#### [WHAT THE TASK REQUIRES]
Report all lines from the entries below in which "Brookside" appears.

━━━━━━━━━━━━━━━━━━━━

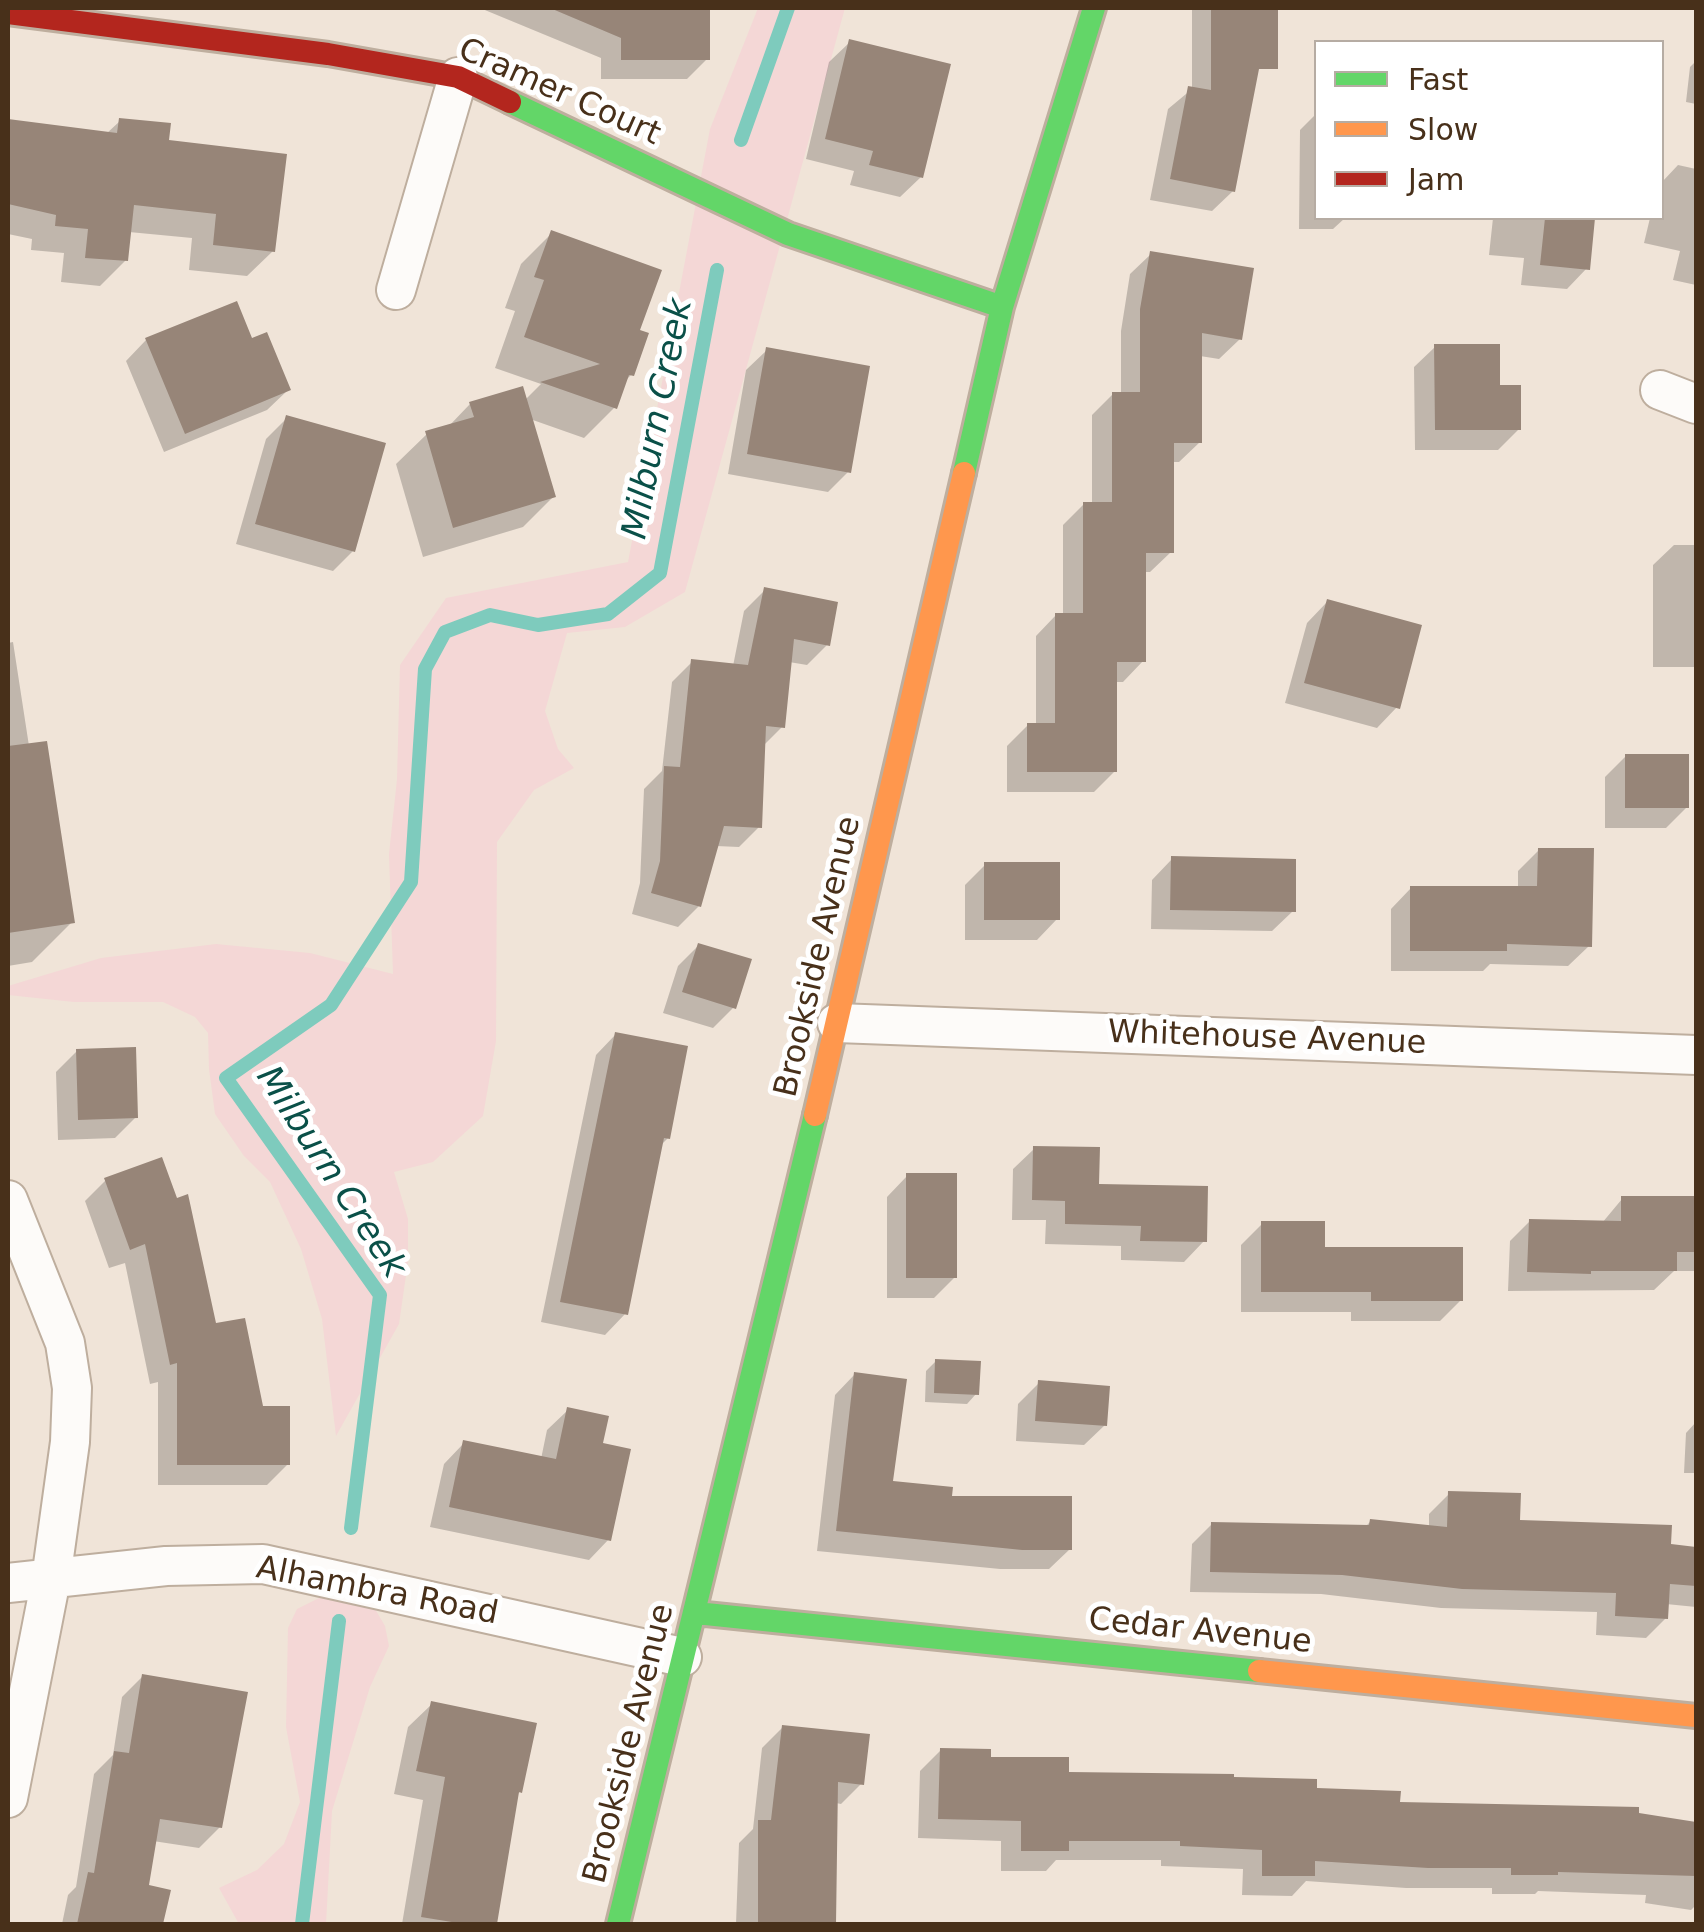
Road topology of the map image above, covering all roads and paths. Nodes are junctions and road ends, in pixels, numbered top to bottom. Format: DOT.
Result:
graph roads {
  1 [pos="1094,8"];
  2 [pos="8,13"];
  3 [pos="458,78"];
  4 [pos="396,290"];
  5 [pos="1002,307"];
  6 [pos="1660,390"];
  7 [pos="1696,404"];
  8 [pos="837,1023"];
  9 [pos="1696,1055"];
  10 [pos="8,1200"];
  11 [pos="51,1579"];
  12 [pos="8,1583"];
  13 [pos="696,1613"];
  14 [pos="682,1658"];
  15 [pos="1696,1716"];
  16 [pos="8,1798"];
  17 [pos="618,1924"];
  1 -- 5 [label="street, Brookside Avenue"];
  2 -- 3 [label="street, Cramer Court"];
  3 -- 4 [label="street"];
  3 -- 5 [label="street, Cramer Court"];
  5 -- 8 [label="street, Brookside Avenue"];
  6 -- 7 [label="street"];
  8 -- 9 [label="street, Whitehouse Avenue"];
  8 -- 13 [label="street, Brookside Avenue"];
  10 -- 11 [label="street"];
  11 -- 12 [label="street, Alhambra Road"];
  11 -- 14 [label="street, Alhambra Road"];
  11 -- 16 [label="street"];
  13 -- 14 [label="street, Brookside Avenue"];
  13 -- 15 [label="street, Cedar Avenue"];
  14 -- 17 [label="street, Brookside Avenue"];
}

━━━━━━━━━━━━━━━━━━━━

#### [ANSWER]
  1 -- 5 [label="street, Brookside Avenue"];
  5 -- 8 [label="street, Brookside Avenue"];
  8 -- 13 [label="street, Brookside Avenue"];
  13 -- 14 [label="street, Brookside Avenue"];
  14 -- 17 [label="street, Brookside Avenue"];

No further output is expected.